**Directions**
Output each record below exactly, and include all of them.

*** Data to examine

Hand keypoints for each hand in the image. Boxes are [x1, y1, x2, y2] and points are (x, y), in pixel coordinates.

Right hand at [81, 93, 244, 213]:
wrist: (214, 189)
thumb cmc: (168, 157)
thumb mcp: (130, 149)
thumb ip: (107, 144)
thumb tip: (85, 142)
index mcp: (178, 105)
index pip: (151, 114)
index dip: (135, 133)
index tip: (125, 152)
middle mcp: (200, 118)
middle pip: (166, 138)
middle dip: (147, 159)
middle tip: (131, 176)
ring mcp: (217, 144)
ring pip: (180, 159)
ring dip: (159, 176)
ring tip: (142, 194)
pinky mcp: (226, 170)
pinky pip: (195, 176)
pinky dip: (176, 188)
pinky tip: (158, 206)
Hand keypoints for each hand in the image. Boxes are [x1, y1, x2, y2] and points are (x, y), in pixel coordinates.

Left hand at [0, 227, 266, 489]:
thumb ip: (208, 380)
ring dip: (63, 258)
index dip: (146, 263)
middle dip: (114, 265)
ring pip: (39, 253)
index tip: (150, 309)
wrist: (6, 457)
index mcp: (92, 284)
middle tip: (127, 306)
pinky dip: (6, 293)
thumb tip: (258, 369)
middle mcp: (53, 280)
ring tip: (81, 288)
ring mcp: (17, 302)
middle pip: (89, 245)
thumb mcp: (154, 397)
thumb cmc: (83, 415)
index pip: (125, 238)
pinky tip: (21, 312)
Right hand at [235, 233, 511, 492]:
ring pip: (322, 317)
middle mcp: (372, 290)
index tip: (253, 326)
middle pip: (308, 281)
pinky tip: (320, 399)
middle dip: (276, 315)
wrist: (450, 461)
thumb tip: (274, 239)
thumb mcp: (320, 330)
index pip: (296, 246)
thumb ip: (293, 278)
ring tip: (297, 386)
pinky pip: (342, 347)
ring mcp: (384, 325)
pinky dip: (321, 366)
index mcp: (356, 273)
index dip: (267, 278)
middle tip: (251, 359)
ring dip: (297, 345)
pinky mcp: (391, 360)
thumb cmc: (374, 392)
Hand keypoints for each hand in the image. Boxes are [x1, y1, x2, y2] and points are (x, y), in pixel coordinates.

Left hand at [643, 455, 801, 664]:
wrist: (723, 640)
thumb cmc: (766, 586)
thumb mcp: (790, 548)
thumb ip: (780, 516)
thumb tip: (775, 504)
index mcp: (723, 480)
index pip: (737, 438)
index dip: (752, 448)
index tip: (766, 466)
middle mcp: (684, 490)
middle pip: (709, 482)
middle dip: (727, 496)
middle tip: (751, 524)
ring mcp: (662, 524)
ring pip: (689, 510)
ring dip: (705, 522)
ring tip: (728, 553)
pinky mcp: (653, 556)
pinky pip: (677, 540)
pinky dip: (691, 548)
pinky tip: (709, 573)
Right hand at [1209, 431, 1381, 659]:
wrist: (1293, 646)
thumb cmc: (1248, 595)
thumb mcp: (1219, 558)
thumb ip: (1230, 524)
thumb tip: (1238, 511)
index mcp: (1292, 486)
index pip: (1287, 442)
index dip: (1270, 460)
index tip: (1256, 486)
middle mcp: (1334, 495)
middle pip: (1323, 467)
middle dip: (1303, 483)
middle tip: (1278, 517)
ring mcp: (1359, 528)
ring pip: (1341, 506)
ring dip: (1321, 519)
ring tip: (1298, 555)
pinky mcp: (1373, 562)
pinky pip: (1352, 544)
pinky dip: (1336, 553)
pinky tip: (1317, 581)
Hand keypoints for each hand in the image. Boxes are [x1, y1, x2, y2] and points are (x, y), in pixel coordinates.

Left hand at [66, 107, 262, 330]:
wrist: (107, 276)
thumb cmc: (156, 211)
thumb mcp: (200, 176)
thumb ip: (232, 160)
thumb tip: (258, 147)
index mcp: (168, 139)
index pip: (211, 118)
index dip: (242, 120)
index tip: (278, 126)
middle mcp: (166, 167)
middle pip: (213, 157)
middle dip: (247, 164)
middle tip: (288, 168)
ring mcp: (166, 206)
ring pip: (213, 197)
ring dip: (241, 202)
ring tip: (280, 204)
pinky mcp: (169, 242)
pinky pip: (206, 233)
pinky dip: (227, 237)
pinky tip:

******

**Written response**
Hand keypoints for each hand in the image. Boxes are [x1, y1, x2, y2] and points are (x, y), in pixel coordinates.

Right hand at [81, 93, 244, 213]:
wrist: (214, 189)
thumb cmc: (168, 157)
thumb mcp: (130, 149)
thumb ip: (107, 144)
thumb tip: (85, 142)
index mcp: (178, 105)
index pip: (151, 114)
index dip: (135, 133)
index tip: (125, 152)
middle mcp: (200, 118)
middle pip: (166, 138)
middle dip: (147, 159)
middle tip: (131, 176)
ring mcp: (217, 144)
ring pip: (180, 159)
ring dip: (159, 176)
ring tip: (142, 194)
pinky mcp: (226, 170)
pinky pip: (195, 176)
pinky dip: (176, 188)
pinky tip: (158, 206)
Hand keypoints for each hand in the image. Boxes are [x1, y1, x2, y2] and points are (x, y), in pixel coordinates.

Left hand at [0, 227, 266, 489]:
thumb ip: (208, 380)
ring dip: (63, 258)
index dip: (146, 263)
middle dip: (114, 265)
ring pip: (39, 253)
index tip: (150, 309)
wrist: (6, 457)
index mcp: (92, 284)
middle tip: (127, 306)
pinky dip: (6, 293)
thumb tip: (258, 369)
middle mcp: (53, 280)
ring tip: (81, 288)
ring mcp: (17, 302)
middle pip: (89, 245)
thumb mcp: (154, 397)
thumb cmc: (83, 415)
index pip: (125, 238)
pinky tip: (21, 312)
Right hand at [235, 233, 511, 492]:
ring pip: (322, 317)
middle mcp: (372, 290)
index tip: (253, 326)
middle pip: (308, 281)
pinky tip: (320, 399)
middle dip: (276, 315)
wrist: (450, 461)
thumb tip: (274, 239)
thumb mcp: (320, 330)
index pip: (296, 246)
thumb ip: (293, 278)
ring tip: (297, 386)
pinky pip: (342, 347)
ring mcp: (384, 325)
pinky dip: (321, 366)
index mcp: (356, 273)
index dip: (267, 278)
middle tip: (251, 359)
ring dip: (297, 345)
pinky mcp: (391, 360)
thumb cmc: (374, 392)
Hand keypoints for each hand in the image. Boxes are [x1, y1, x2, y2] and points are (x, y), in pixel coordinates.

Left hand at [643, 455, 801, 664]:
wrist: (723, 640)
thumb cmc: (766, 586)
thumb mcp: (790, 548)
thumb ip: (780, 516)
thumb tip: (775, 504)
index mcp: (723, 480)
index pip: (737, 438)
index dip: (752, 448)
index tip: (766, 466)
middle mcp: (684, 490)
middle pip: (709, 482)
middle dip: (727, 496)
middle tip: (751, 524)
ring mcp: (662, 524)
ring pip: (689, 510)
ring dip: (705, 522)
ring tip: (728, 553)
pinky mcp: (653, 556)
pinky pip: (677, 540)
pinky dip: (691, 548)
pinky tip: (709, 573)
Right hand at [1209, 431, 1381, 659]:
wrist: (1293, 646)
thumb cmc: (1248, 595)
thumb mcp: (1219, 558)
thumb ip: (1230, 524)
thumb tip: (1238, 511)
index mcp: (1292, 486)
index pip: (1287, 442)
index dip: (1270, 460)
index tip: (1256, 486)
middle mcp: (1334, 495)
middle pip: (1323, 467)
middle dip: (1303, 483)
middle tip: (1278, 517)
ring mcp: (1359, 528)
ring pip: (1341, 506)
ring dip: (1321, 519)
ring tip: (1298, 555)
pinky mcp: (1373, 562)
pinky pip: (1352, 544)
pinky dip: (1336, 553)
pinky tip: (1317, 581)
Hand keypoints for each hand in the image. Boxes are [x1, y1, x2, y2] and points are (x, y), in pixel coordinates.

Left hand at [66, 107, 262, 330]:
wrist: (107, 276)
thumb cmc: (156, 211)
thumb mcp: (200, 176)
thumb ip: (232, 160)
thumb tip: (258, 147)
index mcp: (168, 139)
index pip: (211, 118)
index dip: (242, 120)
index tip: (278, 126)
middle mcp: (166, 167)
middle pip: (213, 157)
middle dip: (247, 164)
middle tip: (288, 168)
ring mcp: (166, 206)
ring pip: (213, 197)
ring dip: (241, 202)
ring tip: (280, 204)
pinky mcp: (169, 242)
pinky pip: (206, 233)
pinky dip: (227, 237)
pinky tip:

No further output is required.